▶ **WHAT TO DO**
Exactly as written, copy the lines of the data below from the first through the one containing "thumb mcp: (559, 386)".

*** Opening of RECORDS PROVIDED ***

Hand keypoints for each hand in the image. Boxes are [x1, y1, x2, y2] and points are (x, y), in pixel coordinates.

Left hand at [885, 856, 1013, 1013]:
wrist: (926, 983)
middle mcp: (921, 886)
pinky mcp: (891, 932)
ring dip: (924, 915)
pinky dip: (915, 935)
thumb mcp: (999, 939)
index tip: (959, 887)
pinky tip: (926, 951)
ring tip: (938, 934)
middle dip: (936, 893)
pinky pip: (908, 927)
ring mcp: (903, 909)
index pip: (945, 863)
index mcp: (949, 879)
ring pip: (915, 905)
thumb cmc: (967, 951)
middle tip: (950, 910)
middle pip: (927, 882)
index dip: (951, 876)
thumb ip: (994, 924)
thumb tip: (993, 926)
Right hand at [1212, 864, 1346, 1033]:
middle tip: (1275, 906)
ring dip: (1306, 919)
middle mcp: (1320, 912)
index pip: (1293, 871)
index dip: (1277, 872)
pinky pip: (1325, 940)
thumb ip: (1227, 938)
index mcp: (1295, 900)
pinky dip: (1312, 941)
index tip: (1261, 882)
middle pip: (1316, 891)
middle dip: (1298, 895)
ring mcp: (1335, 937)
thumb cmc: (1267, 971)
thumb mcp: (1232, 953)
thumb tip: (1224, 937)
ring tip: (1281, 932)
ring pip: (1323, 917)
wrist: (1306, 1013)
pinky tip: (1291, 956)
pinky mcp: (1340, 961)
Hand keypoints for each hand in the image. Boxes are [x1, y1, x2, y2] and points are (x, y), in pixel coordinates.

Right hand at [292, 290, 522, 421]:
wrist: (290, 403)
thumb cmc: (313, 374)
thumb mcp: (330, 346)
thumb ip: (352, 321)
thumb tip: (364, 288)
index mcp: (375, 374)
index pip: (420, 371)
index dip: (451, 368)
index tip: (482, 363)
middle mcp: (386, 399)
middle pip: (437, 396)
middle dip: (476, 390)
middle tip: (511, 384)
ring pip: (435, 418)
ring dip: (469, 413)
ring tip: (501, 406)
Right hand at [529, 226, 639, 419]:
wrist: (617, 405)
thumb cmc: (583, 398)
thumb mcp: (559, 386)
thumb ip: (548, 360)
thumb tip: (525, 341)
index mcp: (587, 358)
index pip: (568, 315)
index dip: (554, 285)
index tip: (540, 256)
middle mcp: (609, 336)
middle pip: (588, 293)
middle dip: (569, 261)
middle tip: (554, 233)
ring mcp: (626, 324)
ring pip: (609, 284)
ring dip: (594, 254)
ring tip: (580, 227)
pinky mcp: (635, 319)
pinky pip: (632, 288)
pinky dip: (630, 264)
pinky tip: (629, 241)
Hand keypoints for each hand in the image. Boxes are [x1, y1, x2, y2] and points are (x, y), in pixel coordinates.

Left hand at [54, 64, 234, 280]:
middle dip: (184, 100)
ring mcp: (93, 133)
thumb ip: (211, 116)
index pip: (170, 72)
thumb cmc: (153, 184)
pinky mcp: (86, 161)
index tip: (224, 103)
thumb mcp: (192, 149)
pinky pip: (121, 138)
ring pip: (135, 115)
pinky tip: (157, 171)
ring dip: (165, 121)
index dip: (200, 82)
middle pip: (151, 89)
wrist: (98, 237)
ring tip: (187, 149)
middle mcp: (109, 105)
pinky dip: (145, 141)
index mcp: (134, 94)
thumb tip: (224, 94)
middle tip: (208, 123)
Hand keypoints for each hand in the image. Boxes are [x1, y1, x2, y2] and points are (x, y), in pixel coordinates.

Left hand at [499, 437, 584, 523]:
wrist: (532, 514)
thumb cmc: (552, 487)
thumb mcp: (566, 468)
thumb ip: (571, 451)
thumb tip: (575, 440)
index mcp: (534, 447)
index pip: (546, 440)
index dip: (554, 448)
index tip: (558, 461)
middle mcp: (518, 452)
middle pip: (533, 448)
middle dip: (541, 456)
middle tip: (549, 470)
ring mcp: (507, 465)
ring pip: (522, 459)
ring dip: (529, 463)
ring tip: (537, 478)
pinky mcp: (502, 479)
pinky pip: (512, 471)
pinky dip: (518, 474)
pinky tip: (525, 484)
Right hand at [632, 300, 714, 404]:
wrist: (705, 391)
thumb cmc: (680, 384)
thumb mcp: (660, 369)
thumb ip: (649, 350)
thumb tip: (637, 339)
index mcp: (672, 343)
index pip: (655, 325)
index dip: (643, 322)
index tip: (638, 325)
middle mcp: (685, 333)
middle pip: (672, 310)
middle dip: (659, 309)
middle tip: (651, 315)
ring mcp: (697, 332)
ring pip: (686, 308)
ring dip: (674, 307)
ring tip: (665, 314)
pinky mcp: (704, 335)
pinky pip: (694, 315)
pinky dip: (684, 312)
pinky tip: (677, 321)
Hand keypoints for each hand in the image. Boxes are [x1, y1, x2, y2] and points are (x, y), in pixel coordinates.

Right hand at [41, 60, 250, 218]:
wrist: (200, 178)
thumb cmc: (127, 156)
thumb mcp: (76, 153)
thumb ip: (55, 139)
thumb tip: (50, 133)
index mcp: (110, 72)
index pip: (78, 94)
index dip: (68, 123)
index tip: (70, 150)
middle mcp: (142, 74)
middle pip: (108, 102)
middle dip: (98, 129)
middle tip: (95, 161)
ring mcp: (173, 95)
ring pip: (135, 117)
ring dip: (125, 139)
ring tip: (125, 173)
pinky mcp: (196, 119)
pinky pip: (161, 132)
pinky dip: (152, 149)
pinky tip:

*** Close of RECORDS PROVIDED ***

▶ **OUTPUT OF THE TASK**
Hand keypoints for each hand in the image. Boxes are [x1, y1, x2, y2] and points are (x, y), in pixel coordinates.

Left hand at [885, 856, 1013, 1013]:
wrist: (926, 983)
middle mcp: (921, 886)
pinky mcp: (891, 932)
ring dip: (924, 915)
pinky dip: (915, 935)
thumb mcp: (999, 939)
index tip: (959, 887)
pinky tip: (926, 951)
ring tip: (938, 934)
middle dip: (936, 893)
pinky pip: (908, 927)
ring mcp: (903, 909)
index pip: (945, 863)
index mcp: (949, 879)
ring pip: (915, 905)
thumb cmc: (967, 951)
middle tip: (950, 910)
middle pip: (927, 882)
index dip: (951, 876)
thumb ip: (994, 924)
thumb tip: (993, 926)
Right hand at [1212, 864, 1346, 1033]:
middle tip: (1275, 906)
ring dip: (1306, 919)
middle mcp: (1320, 912)
index pip: (1293, 871)
index dip: (1277, 872)
pinky pip: (1325, 940)
thumb ip: (1227, 938)
index mcp: (1295, 900)
pinky dip: (1312, 941)
index tip: (1261, 882)
middle pip: (1316, 891)
middle dip: (1298, 895)
ring mcp: (1335, 937)
thumb cmc: (1267, 971)
thumb mcp: (1232, 953)
thumb tip: (1224, 937)
ring tip: (1281, 932)
ring pip: (1323, 917)
wrist: (1306, 1013)
pinky tip: (1291, 956)
pinky mcp: (1340, 961)
Hand keypoints for each hand in the image. Boxes are [x1, y1, x2, y2] and points are (x, y), in pixel coordinates.

Right hand at [292, 290, 522, 421]:
wrist: (290, 403)
thumb cmc: (313, 374)
thumb mcp: (330, 346)
thumb ip: (352, 321)
thumb tip: (364, 288)
index mcp: (375, 374)
index pip: (420, 371)
index dip: (451, 368)
index tip: (482, 363)
middle mcp: (386, 399)
middle pip: (437, 396)
middle dip: (476, 390)
middle tip: (511, 384)
ring pip: (435, 418)
ring dip: (469, 413)
ring tip: (501, 406)
Right hand at [529, 226, 639, 419]:
wrist: (617, 405)
thumb cmc: (583, 398)
thumb mcp: (559, 386)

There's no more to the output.